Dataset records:
········

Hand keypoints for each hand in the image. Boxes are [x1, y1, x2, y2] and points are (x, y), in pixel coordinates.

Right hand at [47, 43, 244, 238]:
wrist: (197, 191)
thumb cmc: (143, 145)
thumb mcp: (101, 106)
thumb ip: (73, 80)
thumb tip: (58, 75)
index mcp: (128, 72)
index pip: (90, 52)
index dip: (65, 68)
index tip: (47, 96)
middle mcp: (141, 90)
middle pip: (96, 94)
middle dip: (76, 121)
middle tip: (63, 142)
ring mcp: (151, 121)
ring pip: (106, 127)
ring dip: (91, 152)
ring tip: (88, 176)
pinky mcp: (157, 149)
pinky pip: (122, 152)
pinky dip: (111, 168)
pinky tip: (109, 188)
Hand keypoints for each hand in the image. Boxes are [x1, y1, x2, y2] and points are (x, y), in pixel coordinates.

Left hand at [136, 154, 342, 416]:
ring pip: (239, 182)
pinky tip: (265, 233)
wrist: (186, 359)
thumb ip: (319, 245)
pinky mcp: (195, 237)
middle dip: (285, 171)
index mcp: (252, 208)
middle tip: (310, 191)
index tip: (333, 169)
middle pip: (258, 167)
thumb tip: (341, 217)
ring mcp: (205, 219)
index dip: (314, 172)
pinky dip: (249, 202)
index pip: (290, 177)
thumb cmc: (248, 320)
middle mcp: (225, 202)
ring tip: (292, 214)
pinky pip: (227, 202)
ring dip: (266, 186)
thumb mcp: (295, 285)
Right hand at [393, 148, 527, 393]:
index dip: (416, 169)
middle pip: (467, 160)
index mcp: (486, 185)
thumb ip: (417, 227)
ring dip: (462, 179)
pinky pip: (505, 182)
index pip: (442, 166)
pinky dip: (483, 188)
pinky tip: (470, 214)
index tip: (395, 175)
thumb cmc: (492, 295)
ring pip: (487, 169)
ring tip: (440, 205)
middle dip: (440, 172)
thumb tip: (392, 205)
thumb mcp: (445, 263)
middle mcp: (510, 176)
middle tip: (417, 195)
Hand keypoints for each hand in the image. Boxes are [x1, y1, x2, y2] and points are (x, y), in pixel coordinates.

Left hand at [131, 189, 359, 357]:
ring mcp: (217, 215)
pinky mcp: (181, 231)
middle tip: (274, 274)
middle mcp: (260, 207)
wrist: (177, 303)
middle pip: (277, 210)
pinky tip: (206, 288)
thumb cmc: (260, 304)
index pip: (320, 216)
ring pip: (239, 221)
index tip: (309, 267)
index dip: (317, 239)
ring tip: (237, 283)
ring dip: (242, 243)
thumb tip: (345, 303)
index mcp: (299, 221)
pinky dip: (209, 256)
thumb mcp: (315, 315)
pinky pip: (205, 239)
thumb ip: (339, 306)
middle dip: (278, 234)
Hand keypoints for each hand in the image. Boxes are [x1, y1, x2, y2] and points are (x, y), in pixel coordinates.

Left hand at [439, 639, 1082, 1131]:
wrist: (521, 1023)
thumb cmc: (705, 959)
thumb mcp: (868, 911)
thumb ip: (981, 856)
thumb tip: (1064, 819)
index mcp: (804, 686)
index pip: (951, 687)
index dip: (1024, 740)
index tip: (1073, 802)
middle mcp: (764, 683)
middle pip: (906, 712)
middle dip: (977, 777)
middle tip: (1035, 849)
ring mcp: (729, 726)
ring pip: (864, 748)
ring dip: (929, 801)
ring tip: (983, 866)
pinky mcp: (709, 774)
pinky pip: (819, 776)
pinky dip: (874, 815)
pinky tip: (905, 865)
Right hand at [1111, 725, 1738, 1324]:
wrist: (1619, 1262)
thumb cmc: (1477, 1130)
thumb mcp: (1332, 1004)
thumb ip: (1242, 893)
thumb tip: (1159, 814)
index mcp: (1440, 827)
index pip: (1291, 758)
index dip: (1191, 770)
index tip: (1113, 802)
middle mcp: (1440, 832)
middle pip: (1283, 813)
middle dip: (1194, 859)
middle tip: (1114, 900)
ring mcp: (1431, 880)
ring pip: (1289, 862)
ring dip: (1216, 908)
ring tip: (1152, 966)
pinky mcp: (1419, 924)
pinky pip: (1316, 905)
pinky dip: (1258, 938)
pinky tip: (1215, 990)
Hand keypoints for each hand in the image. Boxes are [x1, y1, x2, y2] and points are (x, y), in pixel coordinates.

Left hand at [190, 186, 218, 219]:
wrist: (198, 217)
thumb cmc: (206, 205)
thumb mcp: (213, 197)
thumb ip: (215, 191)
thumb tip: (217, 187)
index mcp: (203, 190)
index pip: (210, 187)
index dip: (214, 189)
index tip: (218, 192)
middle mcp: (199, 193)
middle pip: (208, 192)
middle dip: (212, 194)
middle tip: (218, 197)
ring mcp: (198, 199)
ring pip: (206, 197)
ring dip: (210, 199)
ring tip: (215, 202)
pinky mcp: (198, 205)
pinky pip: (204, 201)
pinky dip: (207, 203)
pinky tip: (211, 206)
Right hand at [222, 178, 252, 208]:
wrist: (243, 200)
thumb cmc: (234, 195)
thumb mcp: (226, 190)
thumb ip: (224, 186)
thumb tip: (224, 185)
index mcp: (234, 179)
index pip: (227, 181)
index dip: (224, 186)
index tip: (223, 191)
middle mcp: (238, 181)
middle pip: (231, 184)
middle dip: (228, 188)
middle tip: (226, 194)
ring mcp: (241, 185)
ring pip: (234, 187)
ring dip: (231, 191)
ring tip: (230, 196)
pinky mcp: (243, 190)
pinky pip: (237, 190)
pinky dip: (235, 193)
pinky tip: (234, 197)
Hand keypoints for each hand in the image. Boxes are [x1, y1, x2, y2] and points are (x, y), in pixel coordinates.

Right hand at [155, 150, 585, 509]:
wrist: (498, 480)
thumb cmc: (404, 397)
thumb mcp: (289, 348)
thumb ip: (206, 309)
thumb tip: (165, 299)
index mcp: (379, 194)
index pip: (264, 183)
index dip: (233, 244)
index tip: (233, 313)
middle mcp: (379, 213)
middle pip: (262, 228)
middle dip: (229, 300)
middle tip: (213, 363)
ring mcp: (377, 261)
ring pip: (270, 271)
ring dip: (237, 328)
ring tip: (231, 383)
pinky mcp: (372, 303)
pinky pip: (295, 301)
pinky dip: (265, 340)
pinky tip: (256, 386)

········

Task brief:
The lines to retype run from the start of the entries through the line containing "middle dip: (278, 234)"; reproduce them exactly and add nothing.

Exercise output:
Hand keypoints for each hand in the image. Boxes are [x1, y1, x2, y2] and points are (x, y), in pixel coordinates.

Right hand at [47, 43, 244, 238]:
wrist: (197, 191)
thumb cmc: (143, 145)
thumb mcp: (101, 106)
thumb ip: (73, 80)
thumb tip: (58, 75)
index mcp: (128, 72)
index pip: (90, 52)
index dip: (65, 68)
index tip: (47, 96)
middle mcp: (141, 90)
middle pip: (96, 94)
middle dip: (76, 121)
middle tip: (63, 142)
ring mcp: (151, 121)
ring pip: (106, 127)
ring dip: (91, 152)
ring tip: (88, 176)
pinky mcp: (157, 149)
pinky pip: (122, 152)
pinky dip: (111, 168)
pinky tip: (109, 188)
Hand keypoints for each hand in the image. Boxes are [x1, y1, x2, y2] and points are (x, y), in pixel coordinates.

Left hand at [136, 154, 342, 416]:
ring pip: (239, 182)
pinky tip: (265, 233)
wrist: (186, 359)
thumb ip: (319, 245)
pinky mcp: (195, 237)
middle dip: (285, 171)
index mcp: (252, 208)
middle tip: (310, 191)
index tip: (333, 169)
middle pip: (258, 167)
thumb tip: (341, 217)
ring mcp: (205, 219)
index dip: (314, 172)
pinky dip: (249, 202)
index pip: (290, 177)
thumb cmc: (248, 320)
middle mcp: (225, 202)
ring tip: (292, 214)
pinky pip: (227, 202)
ring dip: (266, 186)
thumb mcp: (295, 285)
Right hand at [393, 148, 527, 393]:
index dip: (416, 169)
middle pip: (467, 160)
index mcp: (486, 185)
thumb ip: (417, 227)
ring dip: (462, 179)
pinky pip: (505, 182)
index pip: (442, 166)
pinky dip: (483, 188)
pinky tip: (470, 214)
index tip: (395, 175)
thumb cmc: (492, 295)
ring pip: (487, 169)
ring tip: (440, 205)
middle dip: (440, 172)
thumb tip: (392, 205)
thumb mcp: (445, 263)
middle mcp: (510, 176)
middle tip: (417, 195)
Hand keypoints for each hand in the image. Boxes are [x1, y1, x2, y2] and points are (x, y), in pixel coordinates.

Left hand at [131, 189, 359, 357]:
ring mcp: (217, 215)
pinky mcp: (181, 231)
middle tip: (274, 274)
middle mcp: (260, 207)
wrist: (177, 303)
middle pip: (277, 210)
pinky tip: (206, 288)
thumb cmc: (260, 304)
index pip: (320, 216)
ring pip: (239, 221)
index tip: (309, 267)
index dip: (317, 239)
ring tip: (237, 283)
ring dip: (242, 243)
thumb tip: (345, 303)
index mcp: (299, 221)
pinky dip: (209, 256)
thumb mcp: (315, 315)
pinky pip: (205, 239)
thumb ip: (339, 306)
middle dip: (278, 234)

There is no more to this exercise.